Natacha Polony sur LCI le 26 janvier 2017 a plaidé pour que le Parlement français adopte la règle du Parlement Européen, à savoir d’interdire le recrutement des membres de la famille. Cela n’empêcherait ni suspicion ni collusion, car les parlementaires pourraient toujours "s’échanger" leurs membres de la famille, et les amis proches, voire compagnons au patronyme différent pourraient toujours être recrutés. Mais au moins, il y aurait interdiction de recruter un collaborateur qui serait au même foyer fiscal que le parlementaire.

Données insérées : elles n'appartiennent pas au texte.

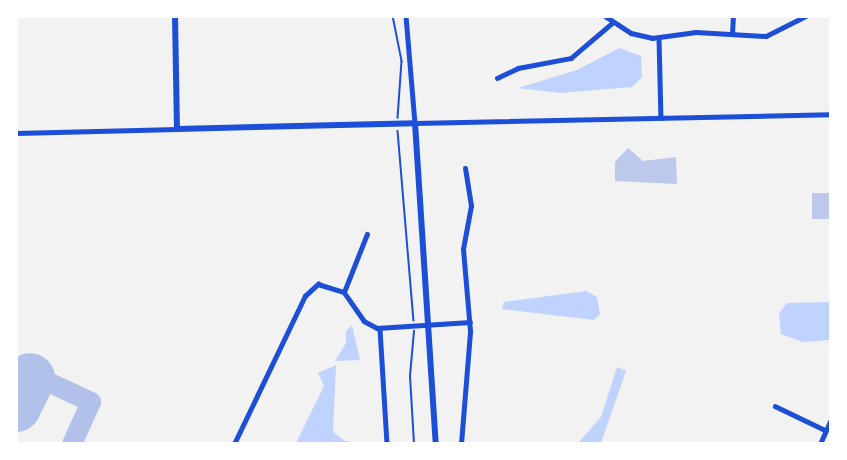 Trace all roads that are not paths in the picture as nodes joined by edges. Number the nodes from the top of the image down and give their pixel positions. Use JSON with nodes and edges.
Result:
{"nodes":[{"id":1,"x":176,"y":16,"type":"edge"},
{"id":2,"x":406,"y":16,"type":"edge"},
{"id":3,"x":605,"y":16,"type":"edge"},
{"id":4,"x":733,"y":16,"type":"edge"},
{"id":5,"x":806,"y":16,"type":"edge"},
{"id":6,"x":612,"y":23,"type":"junction"},
{"id":7,"x":732,"y":34,"type":"junction"},
{"id":8,"x":659,"y":38,"type":"junction"},
{"id":9,"x":497,"y":78,"type":"dead end"},
{"id":10,"x":831,"y":114,"type":"edge"},
{"id":11,"x":661,"y":118,"type":"junction"},
{"id":12,"x":415,"y":123,"type":"junction"},
{"id":13,"x":177,"y":129,"type":"junction"},
{"id":14,"x":16,"y":133,"type":"edge"},
{"id":15,"x":465,"y":168,"type":"dead end"},
{"id":16,"x":367,"y":234,"type":"dead end"},
{"id":17,"x":344,"y":292,"type":"junction"},
{"id":18,"x":470,"y":322,"type":"junction"},
{"id":19,"x":428,"y":325,"type":"junction"},
{"id":20,"x":380,"y":329,"type":"junction"},
{"id":21,"x":775,"y":406,"type":"dead end"},
{"id":22,"x":831,"y":422,"type":"edge"},
{"id":23,"x":825,"y":430,"type":"junction"},
{"id":24,"x":234,"y":444,"type":"edge"},
{"id":25,"x":387,"y":444,"type":"edge"},
{"id":26,"x":436,"y":444,"type":"edge"},
{"id":27,"x":461,"y":444,"type":"edge"},
{"id":28,"x":820,"y":444,"type":"edge"}],
"edges":[{"from":1,"to":13,"type":"main road"},
{"from":2,"to":12,"type":"street"},
{"from":3,"to":6,"type":"street"},
{"from":4,"to":7,"type":"street"},
{"from":5,"to":7,"type":"street"},
{"from":6,"to":8,"type":"street"},
{"from":6,"to":9,"type":"street"},
{"from":7,"to":8,"type":"street"},
{"from":8,"to":11,"type":"street"},
{"from":10,"to":11,"type":"street"},
{"from":11,"to":12,"type":"street"},
{"from":12,"to":13,"type":"main road"},
{"from":12,"to":19,"type":"main road"},
{"from":13,"to":14,"type":"street"},
{"from":15,"to":18,"type":"street"},
{"from":16,"to":17,"type":"street"},
{"from":17,"to":20,"type":"street"},
{"from":17,"to":24,"type":"street"},
{"from":18,"to":19,"type":"street"},
{"from":18,"to":27,"type":"street"},
{"from":19,"to":20,"type":"street"},
{"from":19,"to":26,"type":"main road"},
{"from":20,"to":25,"type":"street"},
{"from":21,"to":23,"type":"street"},
{"from":22,"to":23,"type":"street"},
{"from":23,"to":28,"type":"street"}]}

René Dosière, député PS spécialiste du budget de l’Élysée, très pointilleux expert en droit fiscal, a déclaré sur France 5 le 26 janvier 2017 qu’il employait plusieurs collaborateurs qui coûtaient plus cher que l’enveloppe attribuée car il avait recruté des diplômés de haut niveau, et qu’il complétait leur salaire sur le compte de son indemnité de représentation. Il a plaidé pour augmenter l’enveloppe et le nombre de collaborateurs des parlementaires pour qu’ils puissent avoir les moyens d’un véritable contrôle de l’action gouvernementale.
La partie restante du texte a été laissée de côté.